Data section below:
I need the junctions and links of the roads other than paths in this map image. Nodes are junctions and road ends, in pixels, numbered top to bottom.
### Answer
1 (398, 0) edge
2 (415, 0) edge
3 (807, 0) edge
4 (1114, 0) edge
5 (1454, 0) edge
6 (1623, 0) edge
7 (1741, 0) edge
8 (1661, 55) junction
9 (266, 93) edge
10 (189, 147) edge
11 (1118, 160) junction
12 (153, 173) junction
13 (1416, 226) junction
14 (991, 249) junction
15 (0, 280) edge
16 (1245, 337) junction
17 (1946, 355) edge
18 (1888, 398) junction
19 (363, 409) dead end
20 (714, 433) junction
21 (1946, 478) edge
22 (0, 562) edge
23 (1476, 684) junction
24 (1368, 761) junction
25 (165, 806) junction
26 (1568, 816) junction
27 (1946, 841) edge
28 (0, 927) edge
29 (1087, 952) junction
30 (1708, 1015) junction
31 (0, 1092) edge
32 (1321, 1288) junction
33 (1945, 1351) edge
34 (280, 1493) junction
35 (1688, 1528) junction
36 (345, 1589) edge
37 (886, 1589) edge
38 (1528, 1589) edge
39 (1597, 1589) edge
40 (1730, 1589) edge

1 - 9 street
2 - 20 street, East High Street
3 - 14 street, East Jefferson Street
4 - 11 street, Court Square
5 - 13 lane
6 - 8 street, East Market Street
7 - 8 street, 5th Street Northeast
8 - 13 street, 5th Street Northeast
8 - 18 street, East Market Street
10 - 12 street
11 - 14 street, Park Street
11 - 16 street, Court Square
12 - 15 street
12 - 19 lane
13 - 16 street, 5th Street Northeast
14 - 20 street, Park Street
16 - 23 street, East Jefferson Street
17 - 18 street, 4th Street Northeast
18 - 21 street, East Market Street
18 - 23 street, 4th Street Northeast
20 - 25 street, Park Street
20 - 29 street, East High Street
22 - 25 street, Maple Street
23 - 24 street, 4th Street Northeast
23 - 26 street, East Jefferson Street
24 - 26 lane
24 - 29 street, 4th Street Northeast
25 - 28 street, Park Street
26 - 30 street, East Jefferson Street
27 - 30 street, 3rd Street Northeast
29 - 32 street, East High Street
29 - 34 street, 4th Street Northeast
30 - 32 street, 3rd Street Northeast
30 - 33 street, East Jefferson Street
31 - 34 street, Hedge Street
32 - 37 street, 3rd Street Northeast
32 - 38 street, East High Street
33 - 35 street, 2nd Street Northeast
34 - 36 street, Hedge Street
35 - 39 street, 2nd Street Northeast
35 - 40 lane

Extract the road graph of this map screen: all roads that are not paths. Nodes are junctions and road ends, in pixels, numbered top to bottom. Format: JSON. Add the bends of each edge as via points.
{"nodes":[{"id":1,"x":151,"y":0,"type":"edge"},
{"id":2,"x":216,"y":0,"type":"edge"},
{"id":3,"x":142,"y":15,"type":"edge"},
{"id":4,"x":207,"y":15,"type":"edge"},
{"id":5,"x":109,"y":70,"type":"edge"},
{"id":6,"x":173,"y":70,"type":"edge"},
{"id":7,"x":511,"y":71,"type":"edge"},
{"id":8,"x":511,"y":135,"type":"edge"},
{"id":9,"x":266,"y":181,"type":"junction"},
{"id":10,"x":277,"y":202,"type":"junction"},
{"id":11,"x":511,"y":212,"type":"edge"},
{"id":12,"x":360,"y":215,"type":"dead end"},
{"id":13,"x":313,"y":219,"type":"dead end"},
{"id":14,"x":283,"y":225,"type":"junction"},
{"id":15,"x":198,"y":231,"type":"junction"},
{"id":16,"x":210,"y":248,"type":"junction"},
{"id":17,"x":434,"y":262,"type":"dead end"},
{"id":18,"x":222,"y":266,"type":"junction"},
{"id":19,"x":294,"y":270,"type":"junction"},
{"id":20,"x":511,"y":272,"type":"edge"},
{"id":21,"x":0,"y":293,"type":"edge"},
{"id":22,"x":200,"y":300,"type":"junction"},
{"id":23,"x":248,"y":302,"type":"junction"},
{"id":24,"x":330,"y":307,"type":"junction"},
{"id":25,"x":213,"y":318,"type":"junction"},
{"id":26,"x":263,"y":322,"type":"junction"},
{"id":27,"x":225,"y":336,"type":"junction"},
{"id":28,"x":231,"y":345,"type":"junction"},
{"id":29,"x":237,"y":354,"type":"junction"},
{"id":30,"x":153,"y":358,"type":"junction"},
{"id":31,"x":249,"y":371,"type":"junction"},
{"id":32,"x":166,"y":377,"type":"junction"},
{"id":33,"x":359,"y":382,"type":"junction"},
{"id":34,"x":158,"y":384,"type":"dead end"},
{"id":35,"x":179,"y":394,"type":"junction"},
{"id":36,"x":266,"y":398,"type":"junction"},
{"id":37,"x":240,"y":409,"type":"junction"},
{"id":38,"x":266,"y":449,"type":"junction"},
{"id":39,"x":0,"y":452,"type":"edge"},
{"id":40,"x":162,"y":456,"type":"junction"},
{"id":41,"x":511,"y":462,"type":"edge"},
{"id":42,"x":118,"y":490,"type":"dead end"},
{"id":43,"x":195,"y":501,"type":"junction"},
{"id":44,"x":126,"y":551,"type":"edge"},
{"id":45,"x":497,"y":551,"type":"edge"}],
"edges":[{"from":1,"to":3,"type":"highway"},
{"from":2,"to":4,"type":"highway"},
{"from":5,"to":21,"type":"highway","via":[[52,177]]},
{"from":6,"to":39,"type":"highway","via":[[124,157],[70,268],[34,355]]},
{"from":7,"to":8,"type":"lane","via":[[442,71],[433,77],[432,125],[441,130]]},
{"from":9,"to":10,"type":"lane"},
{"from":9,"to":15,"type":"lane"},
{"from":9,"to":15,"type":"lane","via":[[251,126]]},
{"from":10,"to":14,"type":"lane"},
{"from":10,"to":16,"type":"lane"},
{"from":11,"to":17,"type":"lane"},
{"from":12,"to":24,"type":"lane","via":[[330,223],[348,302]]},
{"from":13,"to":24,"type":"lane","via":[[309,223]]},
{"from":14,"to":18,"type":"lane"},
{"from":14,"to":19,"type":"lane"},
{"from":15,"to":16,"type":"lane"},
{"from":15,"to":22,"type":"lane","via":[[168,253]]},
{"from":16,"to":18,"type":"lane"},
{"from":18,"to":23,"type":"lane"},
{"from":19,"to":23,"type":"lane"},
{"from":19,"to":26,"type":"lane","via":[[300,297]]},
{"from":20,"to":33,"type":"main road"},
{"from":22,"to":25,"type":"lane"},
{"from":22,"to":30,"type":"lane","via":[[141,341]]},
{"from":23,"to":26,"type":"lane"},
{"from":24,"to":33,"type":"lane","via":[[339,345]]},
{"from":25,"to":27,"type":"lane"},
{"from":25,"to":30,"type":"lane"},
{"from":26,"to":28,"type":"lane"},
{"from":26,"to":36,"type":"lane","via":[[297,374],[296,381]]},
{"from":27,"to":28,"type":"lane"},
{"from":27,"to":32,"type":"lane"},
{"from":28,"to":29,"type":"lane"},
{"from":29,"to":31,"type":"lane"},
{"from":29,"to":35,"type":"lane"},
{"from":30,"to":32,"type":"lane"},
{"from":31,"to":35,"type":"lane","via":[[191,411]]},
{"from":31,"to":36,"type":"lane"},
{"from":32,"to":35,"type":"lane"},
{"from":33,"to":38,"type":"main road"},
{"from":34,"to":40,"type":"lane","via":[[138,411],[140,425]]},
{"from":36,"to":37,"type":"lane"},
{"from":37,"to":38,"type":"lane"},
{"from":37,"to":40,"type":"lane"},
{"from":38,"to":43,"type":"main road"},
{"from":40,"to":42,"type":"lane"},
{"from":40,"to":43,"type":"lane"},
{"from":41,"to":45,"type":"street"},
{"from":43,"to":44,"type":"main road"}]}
End of Data section.
The answer must be a single number: how many lines of the data include the string "bottom".

* Response below: 2